Go through the entries below and copy every line that holds the word "dead".
────────────────────
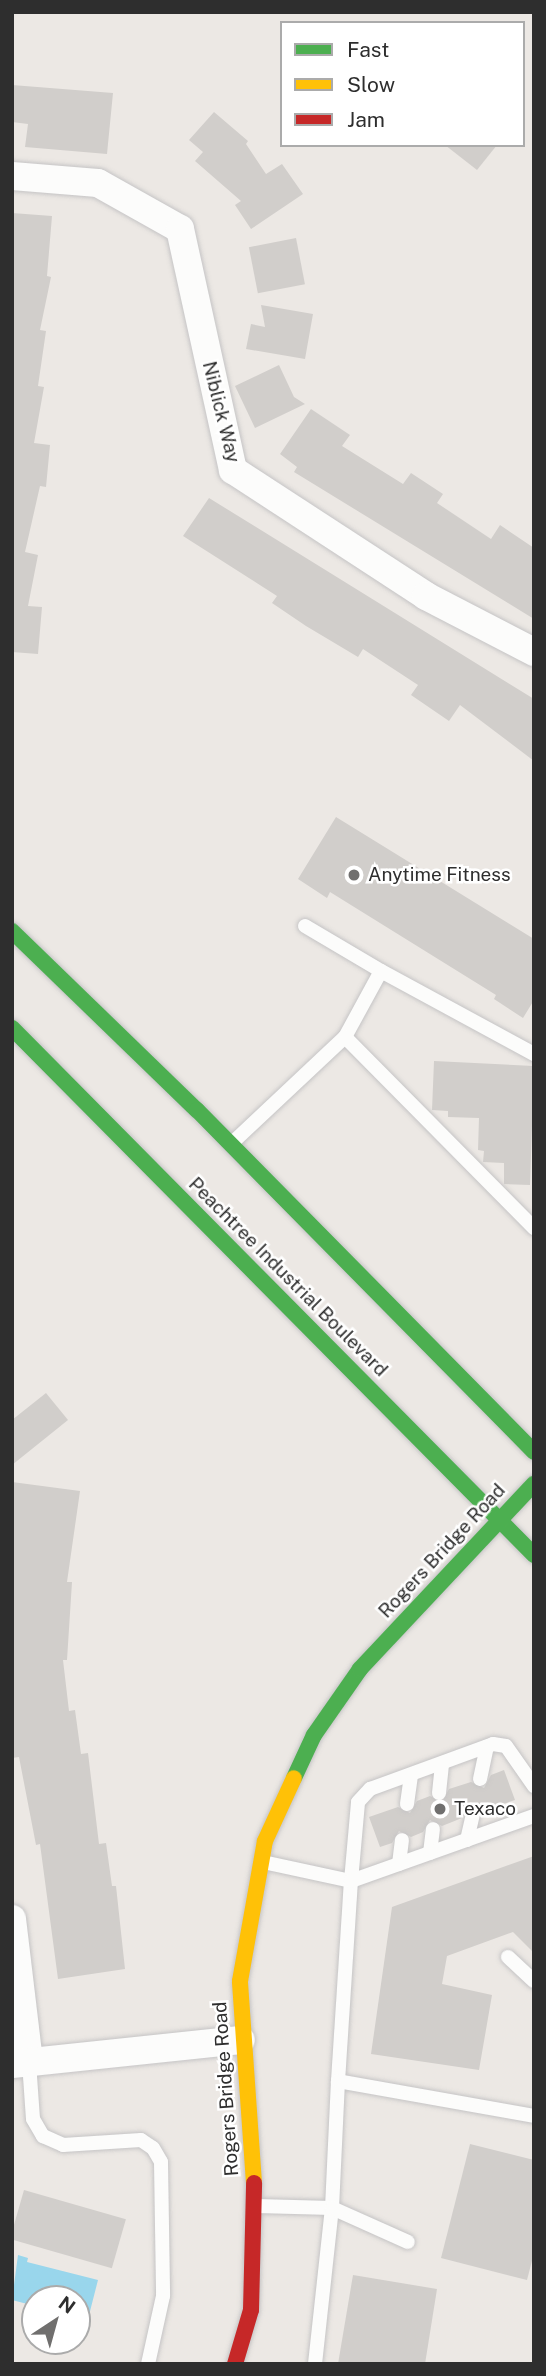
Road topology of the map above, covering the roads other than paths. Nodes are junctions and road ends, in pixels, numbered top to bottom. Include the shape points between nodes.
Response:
1 (12, 176) edge
2 (534, 652) edge
3 (305, 926) dead end
4 (12, 931) edge
5 (381, 971) junction
6 (12, 1028) edge
7 (345, 1037) junction
8 (534, 1054) edge
9 (230, 1145) junction
10 (534, 1228) edge
11 (534, 1452) edge
12 (534, 1484) edge
13 (501, 1522) junction
14 (534, 1555) edge
15 (487, 1746) junction
16 (442, 1763) junction
17 (411, 1775) junction
18 (480, 1779) dead end
19 (534, 1786) edge
20 (439, 1793) dead end
21 (407, 1804) dead end
22 (473, 1815) dead end
23 (534, 1816) edge
24 (433, 1829) dead end
25 (402, 1840) dead end
26 (467, 1840) junction
27 (430, 1853) junction
28 (262, 1861) junction
29 (399, 1864) junction
30 (351, 1881) junction
31 (12, 1919) edge
32 (508, 1957) dead end
33 (534, 1982) edge
34 (241, 2040) junction
35 (21, 2063) edge
36 (338, 2081) junction
37 (534, 2116) edge
38 (256, 2206) junction
39 (332, 2208) junction
40 (408, 2242) dead end
41 (148, 2364) edge
42 (235, 2364) edge
43 (315, 2364) edge

1 - 2 street, Niblick Way via 98,183 180,229 233,470 426,596
3 - 5 lane
4 - 9 main road
5 - 7 lane
5 - 8 lane
6 - 13 main road, Peachtree Industrial Boulevard
7 - 9 lane
7 - 10 lane
9 - 11 main road
12 - 13 main road, Rogers Bridge Road
13 - 14 main road, Peachtree Industrial Boulevard
13 - 28 main road, Rogers Bridge Road via 353,1680 314,1735 265,1842
15 - 16 lane
15 - 18 lane
15 - 19 lane via 506,1746
16 - 17 lane
16 - 20 lane
17 - 21 lane
17 - 30 lane via 370,1790 358,1802
22 - 26 lane
23 - 26 lane
24 - 27 lane
25 - 29 lane
26 - 27 lane
27 - 29 lane
28 - 30 lane
28 - 34 main road, Rogers Bridge Road via 240,1981
29 - 30 lane
30 - 36 lane
31 - 35 street
32 - 33 lane
34 - 35 street
34 - 38 main road, Rogers Bridge Road
35 - 41 lane via 33,2119 43,2136 63,2145 141,2140 153,2147 161,2162 163,2296
36 - 37 lane
36 - 39 lane
38 - 39 lane
38 - 42 main road, Rogers Bridge Road via 251,2310
39 - 40 lane
39 - 43 lane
────────────────────
## Output of the exercise
3 (305, 926) dead end
18 (480, 1779) dead end
20 (439, 1793) dead end
21 (407, 1804) dead end
22 (473, 1815) dead end
24 (433, 1829) dead end
25 (402, 1840) dead end
32 (508, 1957) dead end
40 (408, 2242) dead end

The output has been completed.